Depuis le sud du Cambodge, ce sont les abords de Phnom Penh que nous découvrons en premier : leurs usines en enfilade, leurs ouvriers en blouse entassés à l’arrière d’une camionnette après le boulot, et une agitation palpable partout le long des routes.

Cette effervescence bat son plein quand nous entrons dans le centre de Phnom Penh, une ville en pleine mutation, où les grues encombrent le ciel et où partout s’élèvent de grands immeubles. Nous sentons une ville pressée d’aller de l’avant.

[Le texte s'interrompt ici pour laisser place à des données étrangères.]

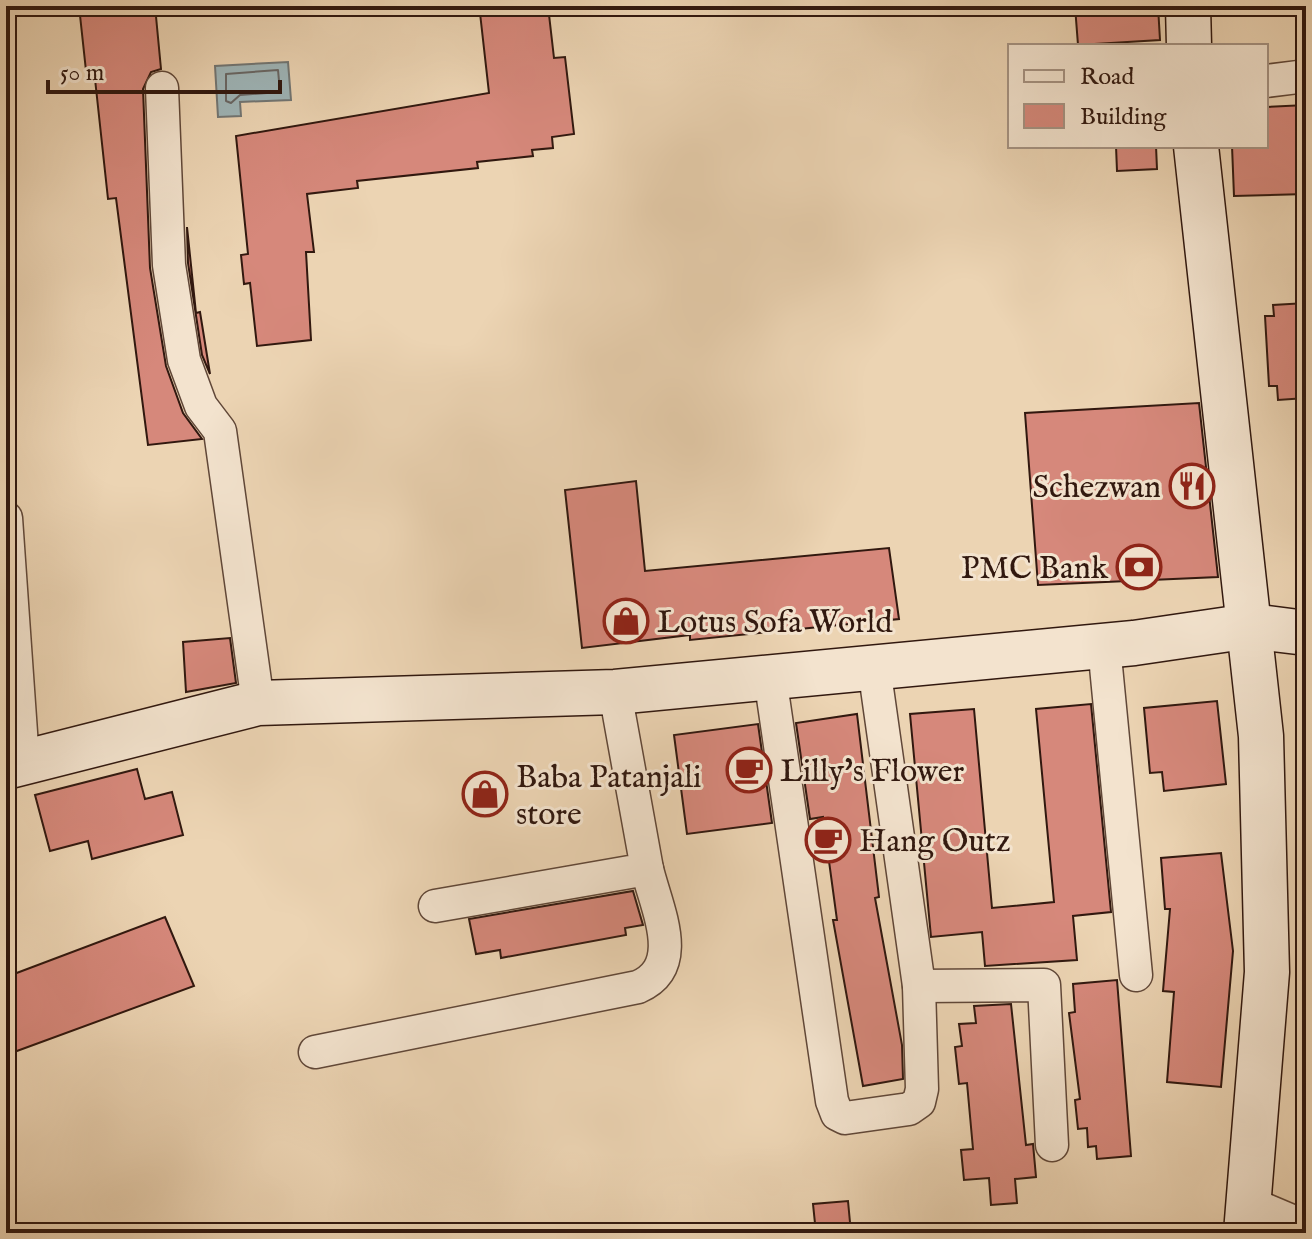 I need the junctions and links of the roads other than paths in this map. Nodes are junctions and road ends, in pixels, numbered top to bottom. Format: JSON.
{"nodes":[{"id":1,"x":1188,"y":6,"type":"edge"},
{"id":2,"x":1189,"y":44,"type":"edge"},
{"id":3,"x":1306,"y":76,"type":"edge"},
{"id":4,"x":1268,"y":81,"type":"edge"},
{"id":5,"x":162,"y":88,"type":"dead end"},
{"id":6,"x":1196,"y":148,"type":"edge"},
{"id":7,"x":6,"y":518,"type":"edge"},
{"id":8,"x":1250,"y":626,"type":"junction"},
{"id":9,"x":1306,"y":633,"type":"edge"},
{"id":10,"x":1104,"y":646,"type":"junction"},
{"id":11,"x":874,"y":667,"type":"junction"},
{"id":12,"x":770,"y":677,"type":"junction"},
{"id":13,"x":615,"y":692,"type":"junction"},
{"id":14,"x":258,"y":703,"type":"junction"},
{"id":15,"x":15,"y":764,"type":"edge"},
{"id":16,"x":647,"y":869,"type":"junction"},
{"id":17,"x":435,"y":906,"type":"dead end"},
{"id":18,"x":1136,"y":975,"type":"dead end"},
{"id":19,"x":919,"y":986,"type":"junction"},
{"id":20,"x":315,"y":1052,"type":"dead end"},
{"id":21,"x":1052,"y":1145,"type":"dead end"},
{"id":22,"x":1247,"y":1218,"type":"edge"},
{"id":23,"x":1306,"y":1227,"type":"edge"}],
"edges":[{"from":1,"to":2,"type":"main road"},
{"from":3,"to":4,"type":"street"},
{"from":5,"to":14,"type":"street"},
{"from":6,"to":8,"type":"main road"},
{"from":7,"to":15,"type":"street"},
{"from":8,"to":9,"type":"main road"},
{"from":8,"to":10,"type":"main road"},
{"from":8,"to":22,"type":"main road"},
{"from":10,"to":11,"type":"main road"},
{"from":10,"to":18,"type":"street"},
{"from":11,"to":12,"type":"main road"},
{"from":11,"to":19,"type":"street"},
{"from":12,"to":13,"type":"main road"},
{"from":12,"to":19,"type":"street"},
{"from":13,"to":14,"type":"main road"},
{"from":13,"to":16,"type":"street"},
{"from":14,"to":15,"type":"main road"},
{"from":16,"to":17,"type":"street"},
{"from":16,"to":20,"type":"street"},
{"from":19,"to":21,"type":"street"},
{"from":22,"to":23,"type":"street"}]}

Ici plus qu’ailleurs, traverser la rue est une véritable gageure. La circulation est dense et semble bien anarchique à nos yeux d’Occidentaux disciplinés. Les feux de signalisation ne sont pas toujours respectés, les stations-service au coin des rues servent de raccourcis et les passages piétons ne sont dessinés qu’à titre indicatif…

Phnom Penh concentre les lieux de témoignage des crimes perpétrés par les Khmers rouges pour qui souhaite mieux connaître (est-il seulement possible de la comprendre ?) la dictature sanguinaire menée par l’organisation après son arrivée au pouvoir en 1975. Nous y sommes allés à notre arrivée car il était important pour nous de savoir ce que le Cambodge avait traversé ces quarante dernières années.

Le musée du génocide, établi sur le site de la prison S-21, sera notre première approche du drame cambodgien. La visite en est extrêmement pénible. Ancien lycée reconverti en centre de torture, l’endroit est glaçant. Le petit jardin ensoleillé et les chants d’oiseaux dans les arbres ne parviendront pas à lui rendre sa chaleur. Loin des rires des enfants jouant dans la cour, ce sont les cris de douleur qui résonnent entre ces murs. Les barbelés couvrent les étages, les fers sont fixés au sol, les dérisoires cellules encore maculées de sang. Toute personne qui arrivait ici était un coupable obligé. Plusieurs fois, il nous faut nous asseoir à l’extérieur de ces murs funestes pour pouvoir écouter le récit des atrocités qui y ont été commises pour de fausses confessions.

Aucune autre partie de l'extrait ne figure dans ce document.